Work to be completed: Exact reproduction is required for the lines below starting at the line with "Please list the" and ending at the line with "Which roads connect", both included. No other lines, and no pictures.
....
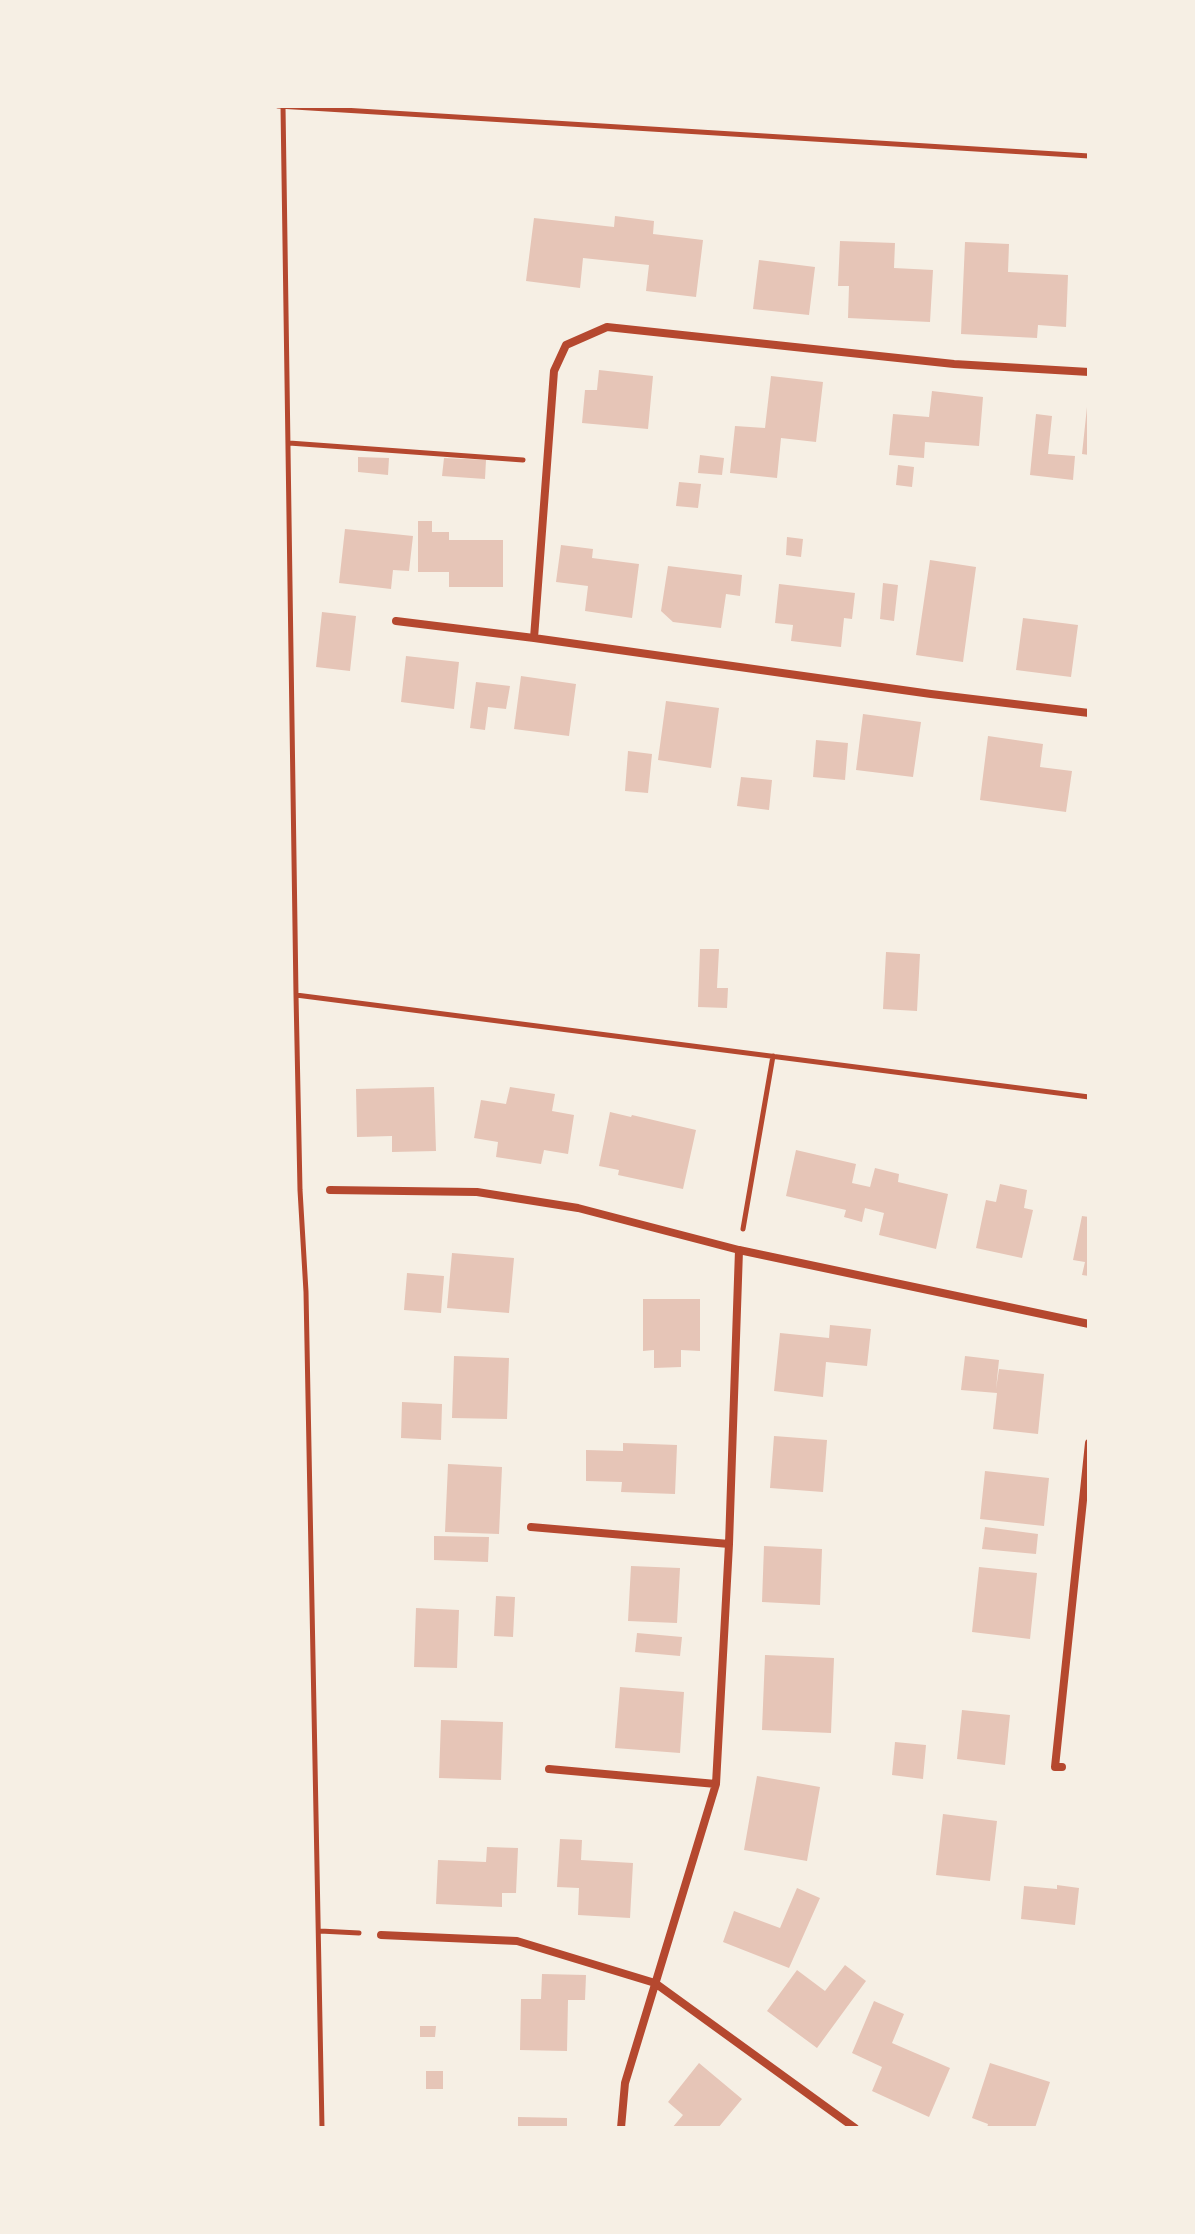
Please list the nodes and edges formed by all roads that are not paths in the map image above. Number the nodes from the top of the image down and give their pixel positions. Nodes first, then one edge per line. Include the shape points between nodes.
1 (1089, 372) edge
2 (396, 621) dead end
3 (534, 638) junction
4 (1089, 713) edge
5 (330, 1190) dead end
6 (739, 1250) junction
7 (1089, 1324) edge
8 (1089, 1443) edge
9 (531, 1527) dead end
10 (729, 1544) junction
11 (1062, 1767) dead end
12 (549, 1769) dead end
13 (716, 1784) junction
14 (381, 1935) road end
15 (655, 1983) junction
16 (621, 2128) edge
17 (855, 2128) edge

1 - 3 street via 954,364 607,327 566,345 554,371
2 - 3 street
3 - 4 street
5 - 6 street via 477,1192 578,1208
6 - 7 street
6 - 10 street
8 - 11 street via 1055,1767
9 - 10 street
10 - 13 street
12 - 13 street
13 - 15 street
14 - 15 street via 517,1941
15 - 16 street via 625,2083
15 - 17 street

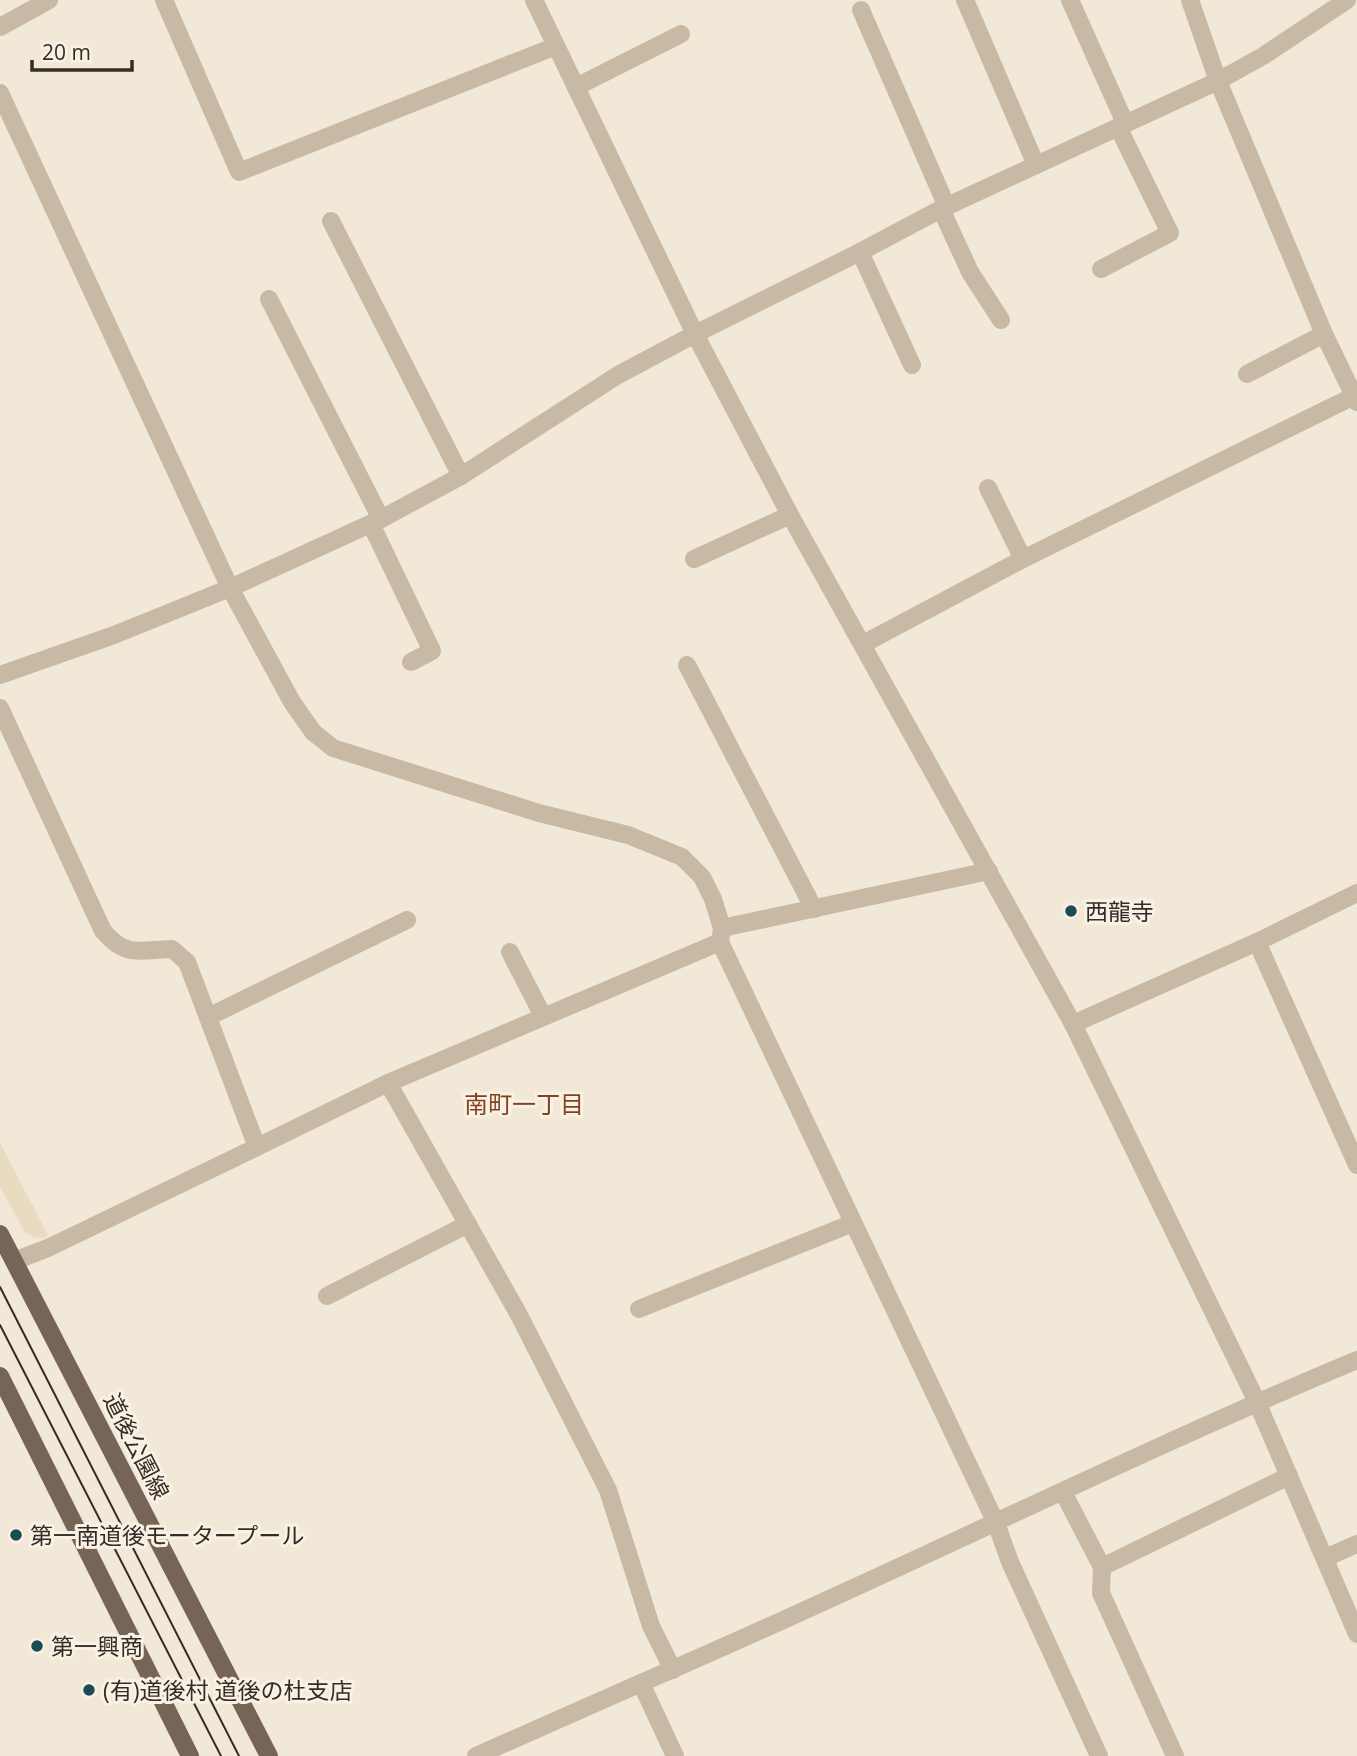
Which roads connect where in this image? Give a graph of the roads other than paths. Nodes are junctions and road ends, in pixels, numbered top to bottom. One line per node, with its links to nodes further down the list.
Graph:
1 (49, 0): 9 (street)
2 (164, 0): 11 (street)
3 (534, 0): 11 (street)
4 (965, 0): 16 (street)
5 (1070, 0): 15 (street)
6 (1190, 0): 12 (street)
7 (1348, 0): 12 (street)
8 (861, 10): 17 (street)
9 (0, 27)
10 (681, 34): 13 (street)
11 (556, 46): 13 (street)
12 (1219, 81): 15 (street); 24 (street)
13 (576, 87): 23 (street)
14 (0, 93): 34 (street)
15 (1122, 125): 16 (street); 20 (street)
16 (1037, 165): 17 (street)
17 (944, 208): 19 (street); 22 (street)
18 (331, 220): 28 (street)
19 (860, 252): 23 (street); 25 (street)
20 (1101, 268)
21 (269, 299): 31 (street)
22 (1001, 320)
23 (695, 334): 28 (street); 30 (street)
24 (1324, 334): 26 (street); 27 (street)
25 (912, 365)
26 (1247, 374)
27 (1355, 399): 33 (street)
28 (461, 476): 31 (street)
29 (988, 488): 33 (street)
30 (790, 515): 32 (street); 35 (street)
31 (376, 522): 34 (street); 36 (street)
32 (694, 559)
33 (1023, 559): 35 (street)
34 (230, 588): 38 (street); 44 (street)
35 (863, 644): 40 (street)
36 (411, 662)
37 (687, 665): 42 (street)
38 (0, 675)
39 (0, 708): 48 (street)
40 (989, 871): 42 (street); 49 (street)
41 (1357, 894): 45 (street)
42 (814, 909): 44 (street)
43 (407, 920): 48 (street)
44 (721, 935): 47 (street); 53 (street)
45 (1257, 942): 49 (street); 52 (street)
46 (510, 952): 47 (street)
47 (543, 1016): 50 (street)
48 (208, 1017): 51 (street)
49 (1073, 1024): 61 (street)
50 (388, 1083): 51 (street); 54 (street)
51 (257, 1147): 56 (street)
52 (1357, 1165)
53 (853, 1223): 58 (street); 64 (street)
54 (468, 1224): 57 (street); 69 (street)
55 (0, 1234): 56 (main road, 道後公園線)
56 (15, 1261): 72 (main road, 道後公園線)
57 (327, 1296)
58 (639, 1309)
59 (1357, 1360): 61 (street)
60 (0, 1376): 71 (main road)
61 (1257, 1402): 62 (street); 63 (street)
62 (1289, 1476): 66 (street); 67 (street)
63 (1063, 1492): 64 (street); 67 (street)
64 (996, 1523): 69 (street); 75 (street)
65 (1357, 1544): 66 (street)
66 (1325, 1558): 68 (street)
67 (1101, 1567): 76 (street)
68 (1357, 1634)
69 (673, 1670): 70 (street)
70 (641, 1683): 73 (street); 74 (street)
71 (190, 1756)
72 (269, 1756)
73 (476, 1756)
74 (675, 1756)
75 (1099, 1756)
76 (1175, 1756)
....
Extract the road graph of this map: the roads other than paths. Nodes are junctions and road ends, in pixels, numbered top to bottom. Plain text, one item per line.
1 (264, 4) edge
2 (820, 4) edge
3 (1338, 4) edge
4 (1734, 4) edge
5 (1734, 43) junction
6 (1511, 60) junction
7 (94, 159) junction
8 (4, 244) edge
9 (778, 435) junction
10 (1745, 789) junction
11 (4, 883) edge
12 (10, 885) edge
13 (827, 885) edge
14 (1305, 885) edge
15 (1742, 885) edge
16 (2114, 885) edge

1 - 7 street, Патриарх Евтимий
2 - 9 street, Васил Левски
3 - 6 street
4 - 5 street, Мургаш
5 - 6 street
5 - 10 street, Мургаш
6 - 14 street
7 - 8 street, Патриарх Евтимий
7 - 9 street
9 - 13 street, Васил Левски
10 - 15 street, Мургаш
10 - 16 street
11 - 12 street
....
Answer to this problem:
Please list the nodes and edges formed by all roads that are not paths in the map image above. Number the nodes from the top of the image down and give their pixel positions. Nodes first, then one edge per line. Include the shape points between nodes.
1 (1089, 372) edge
2 (396, 621) dead end
3 (534, 638) junction
4 (1089, 713) edge
5 (330, 1190) dead end
6 (739, 1250) junction
7 (1089, 1324) edge
8 (1089, 1443) edge
9 (531, 1527) dead end
10 (729, 1544) junction
11 (1062, 1767) dead end
12 (549, 1769) dead end
13 (716, 1784) junction
14 (381, 1935) road end
15 (655, 1983) junction
16 (621, 2128) edge
17 (855, 2128) edge

1 - 3 street via 954,364 607,327 566,345 554,371
2 - 3 street
3 - 4 street
5 - 6 street via 477,1192 578,1208
6 - 7 street
6 - 10 street
8 - 11 street via 1055,1767
9 - 10 street
10 - 13 street
12 - 13 street
13 - 15 street
14 - 15 street via 517,1941
15 - 16 street via 625,2083
15 - 17 street

Which roads connect where in this image? Give a graph of the roads other than paths. Nodes are junctions and road ends, in pixels, numbered top to bottom. One line per node, with its links to nodes further down the list.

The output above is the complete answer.